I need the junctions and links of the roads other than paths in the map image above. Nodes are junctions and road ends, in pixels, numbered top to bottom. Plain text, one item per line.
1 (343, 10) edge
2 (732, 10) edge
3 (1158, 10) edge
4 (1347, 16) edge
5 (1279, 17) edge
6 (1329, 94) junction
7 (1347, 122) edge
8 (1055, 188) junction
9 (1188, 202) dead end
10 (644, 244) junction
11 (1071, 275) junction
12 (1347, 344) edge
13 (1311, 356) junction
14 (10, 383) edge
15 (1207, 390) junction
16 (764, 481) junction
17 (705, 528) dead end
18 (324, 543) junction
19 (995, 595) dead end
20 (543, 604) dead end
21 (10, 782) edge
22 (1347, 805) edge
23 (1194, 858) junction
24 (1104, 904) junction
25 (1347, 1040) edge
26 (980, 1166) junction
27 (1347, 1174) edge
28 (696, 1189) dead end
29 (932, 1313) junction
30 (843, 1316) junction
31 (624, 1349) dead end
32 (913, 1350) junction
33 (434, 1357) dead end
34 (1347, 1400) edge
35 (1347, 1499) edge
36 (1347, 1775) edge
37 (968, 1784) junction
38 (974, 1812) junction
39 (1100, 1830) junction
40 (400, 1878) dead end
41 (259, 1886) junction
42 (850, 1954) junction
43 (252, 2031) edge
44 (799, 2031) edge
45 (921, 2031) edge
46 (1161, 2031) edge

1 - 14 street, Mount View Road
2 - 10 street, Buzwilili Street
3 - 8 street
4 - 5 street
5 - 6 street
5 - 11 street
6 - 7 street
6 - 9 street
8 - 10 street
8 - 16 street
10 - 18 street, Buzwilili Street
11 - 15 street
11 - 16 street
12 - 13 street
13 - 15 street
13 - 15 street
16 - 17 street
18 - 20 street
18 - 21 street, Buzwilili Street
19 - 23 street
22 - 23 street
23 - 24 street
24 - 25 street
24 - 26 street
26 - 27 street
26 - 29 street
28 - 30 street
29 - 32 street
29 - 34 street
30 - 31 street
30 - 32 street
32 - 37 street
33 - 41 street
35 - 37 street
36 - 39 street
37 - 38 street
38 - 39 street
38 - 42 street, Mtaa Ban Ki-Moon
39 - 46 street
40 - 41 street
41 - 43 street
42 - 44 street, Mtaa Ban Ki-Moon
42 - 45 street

▬▬▬

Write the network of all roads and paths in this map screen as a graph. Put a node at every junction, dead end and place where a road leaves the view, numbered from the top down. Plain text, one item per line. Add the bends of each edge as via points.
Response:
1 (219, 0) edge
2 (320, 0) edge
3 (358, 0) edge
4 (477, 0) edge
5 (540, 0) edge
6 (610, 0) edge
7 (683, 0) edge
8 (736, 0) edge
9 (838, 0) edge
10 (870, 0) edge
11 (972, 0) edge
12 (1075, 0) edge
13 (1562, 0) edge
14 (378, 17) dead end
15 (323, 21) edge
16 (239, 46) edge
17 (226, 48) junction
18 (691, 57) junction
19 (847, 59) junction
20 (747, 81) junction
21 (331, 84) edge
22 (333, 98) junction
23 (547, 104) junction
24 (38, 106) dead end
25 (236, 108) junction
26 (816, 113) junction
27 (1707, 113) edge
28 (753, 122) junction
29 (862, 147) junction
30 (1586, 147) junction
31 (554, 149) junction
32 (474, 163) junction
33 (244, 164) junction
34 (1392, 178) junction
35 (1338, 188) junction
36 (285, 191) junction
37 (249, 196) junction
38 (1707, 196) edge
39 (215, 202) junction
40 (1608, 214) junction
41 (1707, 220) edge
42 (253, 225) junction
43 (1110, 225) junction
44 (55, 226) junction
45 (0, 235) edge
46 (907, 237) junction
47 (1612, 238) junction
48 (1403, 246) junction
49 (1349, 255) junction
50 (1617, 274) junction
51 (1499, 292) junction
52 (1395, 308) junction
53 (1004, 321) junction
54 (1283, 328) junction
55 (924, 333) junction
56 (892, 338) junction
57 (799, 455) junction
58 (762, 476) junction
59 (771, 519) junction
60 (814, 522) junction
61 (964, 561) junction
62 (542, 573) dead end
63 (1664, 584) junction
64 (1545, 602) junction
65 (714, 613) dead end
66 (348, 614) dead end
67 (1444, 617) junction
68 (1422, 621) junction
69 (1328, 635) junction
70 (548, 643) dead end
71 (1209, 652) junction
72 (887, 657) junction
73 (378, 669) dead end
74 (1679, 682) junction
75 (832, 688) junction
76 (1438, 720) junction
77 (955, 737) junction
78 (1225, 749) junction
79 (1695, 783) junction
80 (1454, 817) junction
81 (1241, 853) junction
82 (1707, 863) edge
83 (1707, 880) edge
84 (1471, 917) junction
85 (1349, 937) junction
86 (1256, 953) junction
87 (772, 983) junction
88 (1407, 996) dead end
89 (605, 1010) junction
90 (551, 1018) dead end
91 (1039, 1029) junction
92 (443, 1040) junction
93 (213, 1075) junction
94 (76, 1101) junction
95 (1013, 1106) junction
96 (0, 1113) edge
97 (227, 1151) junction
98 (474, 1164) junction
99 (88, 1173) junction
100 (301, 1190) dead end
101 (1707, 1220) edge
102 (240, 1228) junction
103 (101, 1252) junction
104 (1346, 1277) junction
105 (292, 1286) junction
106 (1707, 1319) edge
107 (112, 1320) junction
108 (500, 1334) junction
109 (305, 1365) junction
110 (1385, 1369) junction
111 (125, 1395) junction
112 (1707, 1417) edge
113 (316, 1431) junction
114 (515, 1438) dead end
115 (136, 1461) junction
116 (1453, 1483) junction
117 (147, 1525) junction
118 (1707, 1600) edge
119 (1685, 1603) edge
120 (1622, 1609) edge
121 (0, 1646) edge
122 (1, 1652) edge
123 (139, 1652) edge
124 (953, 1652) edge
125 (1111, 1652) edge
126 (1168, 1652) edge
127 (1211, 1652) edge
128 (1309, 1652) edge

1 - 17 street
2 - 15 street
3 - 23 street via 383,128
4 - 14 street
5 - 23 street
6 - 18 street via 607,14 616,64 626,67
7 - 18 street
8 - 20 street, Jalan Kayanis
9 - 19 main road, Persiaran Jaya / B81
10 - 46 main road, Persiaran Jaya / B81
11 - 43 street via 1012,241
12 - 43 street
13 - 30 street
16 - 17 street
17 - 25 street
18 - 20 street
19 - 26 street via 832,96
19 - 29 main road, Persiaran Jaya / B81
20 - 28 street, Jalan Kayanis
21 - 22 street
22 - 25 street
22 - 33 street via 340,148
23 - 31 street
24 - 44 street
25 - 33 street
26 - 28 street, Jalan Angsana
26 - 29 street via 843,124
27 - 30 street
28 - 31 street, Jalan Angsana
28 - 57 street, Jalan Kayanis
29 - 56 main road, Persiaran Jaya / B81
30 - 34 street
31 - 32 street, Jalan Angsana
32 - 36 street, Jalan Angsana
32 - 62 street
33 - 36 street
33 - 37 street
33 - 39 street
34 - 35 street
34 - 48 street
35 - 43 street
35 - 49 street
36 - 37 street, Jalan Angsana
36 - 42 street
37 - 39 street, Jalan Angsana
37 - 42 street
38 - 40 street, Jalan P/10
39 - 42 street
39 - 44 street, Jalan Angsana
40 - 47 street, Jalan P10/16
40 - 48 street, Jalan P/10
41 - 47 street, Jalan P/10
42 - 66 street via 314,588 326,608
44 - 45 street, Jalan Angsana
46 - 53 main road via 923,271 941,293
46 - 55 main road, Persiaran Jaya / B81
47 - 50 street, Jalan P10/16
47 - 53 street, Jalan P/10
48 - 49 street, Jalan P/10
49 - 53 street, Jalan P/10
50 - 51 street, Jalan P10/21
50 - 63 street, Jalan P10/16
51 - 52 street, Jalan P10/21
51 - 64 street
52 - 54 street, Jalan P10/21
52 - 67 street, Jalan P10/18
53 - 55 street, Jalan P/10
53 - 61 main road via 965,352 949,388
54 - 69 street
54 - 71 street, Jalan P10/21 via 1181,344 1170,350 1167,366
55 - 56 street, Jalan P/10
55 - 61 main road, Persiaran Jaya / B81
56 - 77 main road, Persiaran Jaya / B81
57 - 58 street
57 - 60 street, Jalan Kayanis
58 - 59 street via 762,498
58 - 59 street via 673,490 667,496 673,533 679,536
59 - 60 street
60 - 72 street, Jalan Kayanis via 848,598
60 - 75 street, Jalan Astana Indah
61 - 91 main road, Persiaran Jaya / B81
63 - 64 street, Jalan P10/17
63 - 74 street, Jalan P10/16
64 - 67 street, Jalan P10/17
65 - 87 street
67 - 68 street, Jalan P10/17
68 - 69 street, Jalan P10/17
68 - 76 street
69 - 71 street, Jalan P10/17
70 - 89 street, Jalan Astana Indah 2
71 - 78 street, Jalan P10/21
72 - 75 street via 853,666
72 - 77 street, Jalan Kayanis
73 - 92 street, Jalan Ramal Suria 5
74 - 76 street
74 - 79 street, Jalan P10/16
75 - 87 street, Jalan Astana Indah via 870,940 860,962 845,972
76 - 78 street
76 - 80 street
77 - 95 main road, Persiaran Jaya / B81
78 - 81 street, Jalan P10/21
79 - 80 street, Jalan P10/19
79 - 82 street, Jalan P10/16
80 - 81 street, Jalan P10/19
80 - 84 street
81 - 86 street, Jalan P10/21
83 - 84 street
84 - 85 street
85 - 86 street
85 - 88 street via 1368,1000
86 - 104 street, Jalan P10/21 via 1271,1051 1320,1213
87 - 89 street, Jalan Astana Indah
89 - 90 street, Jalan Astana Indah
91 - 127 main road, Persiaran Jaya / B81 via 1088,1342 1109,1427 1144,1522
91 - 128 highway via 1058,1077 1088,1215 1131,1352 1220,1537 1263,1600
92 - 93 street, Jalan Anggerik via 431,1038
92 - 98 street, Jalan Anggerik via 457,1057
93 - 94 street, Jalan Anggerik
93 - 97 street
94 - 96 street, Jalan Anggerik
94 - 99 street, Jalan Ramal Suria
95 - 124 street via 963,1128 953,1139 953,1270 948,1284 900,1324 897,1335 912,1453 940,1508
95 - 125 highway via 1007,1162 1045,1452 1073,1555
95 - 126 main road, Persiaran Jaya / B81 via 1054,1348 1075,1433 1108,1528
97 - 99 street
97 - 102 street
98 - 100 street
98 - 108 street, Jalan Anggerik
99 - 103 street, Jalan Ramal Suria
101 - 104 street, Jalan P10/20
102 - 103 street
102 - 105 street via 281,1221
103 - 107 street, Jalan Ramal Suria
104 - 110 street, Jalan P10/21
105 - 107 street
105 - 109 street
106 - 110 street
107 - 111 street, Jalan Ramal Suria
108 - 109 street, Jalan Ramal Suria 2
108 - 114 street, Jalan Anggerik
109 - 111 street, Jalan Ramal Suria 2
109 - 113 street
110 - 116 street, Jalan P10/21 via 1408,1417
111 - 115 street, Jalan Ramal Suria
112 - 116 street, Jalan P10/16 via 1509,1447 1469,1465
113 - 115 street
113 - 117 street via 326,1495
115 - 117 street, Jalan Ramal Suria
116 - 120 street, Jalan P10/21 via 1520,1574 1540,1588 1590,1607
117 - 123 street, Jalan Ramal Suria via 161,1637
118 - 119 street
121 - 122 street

▬▬▬

TASK OBJECTIVE> Your reply should contain only the number of lines in the entries above with the word "Mtaa".

ANSWER> 2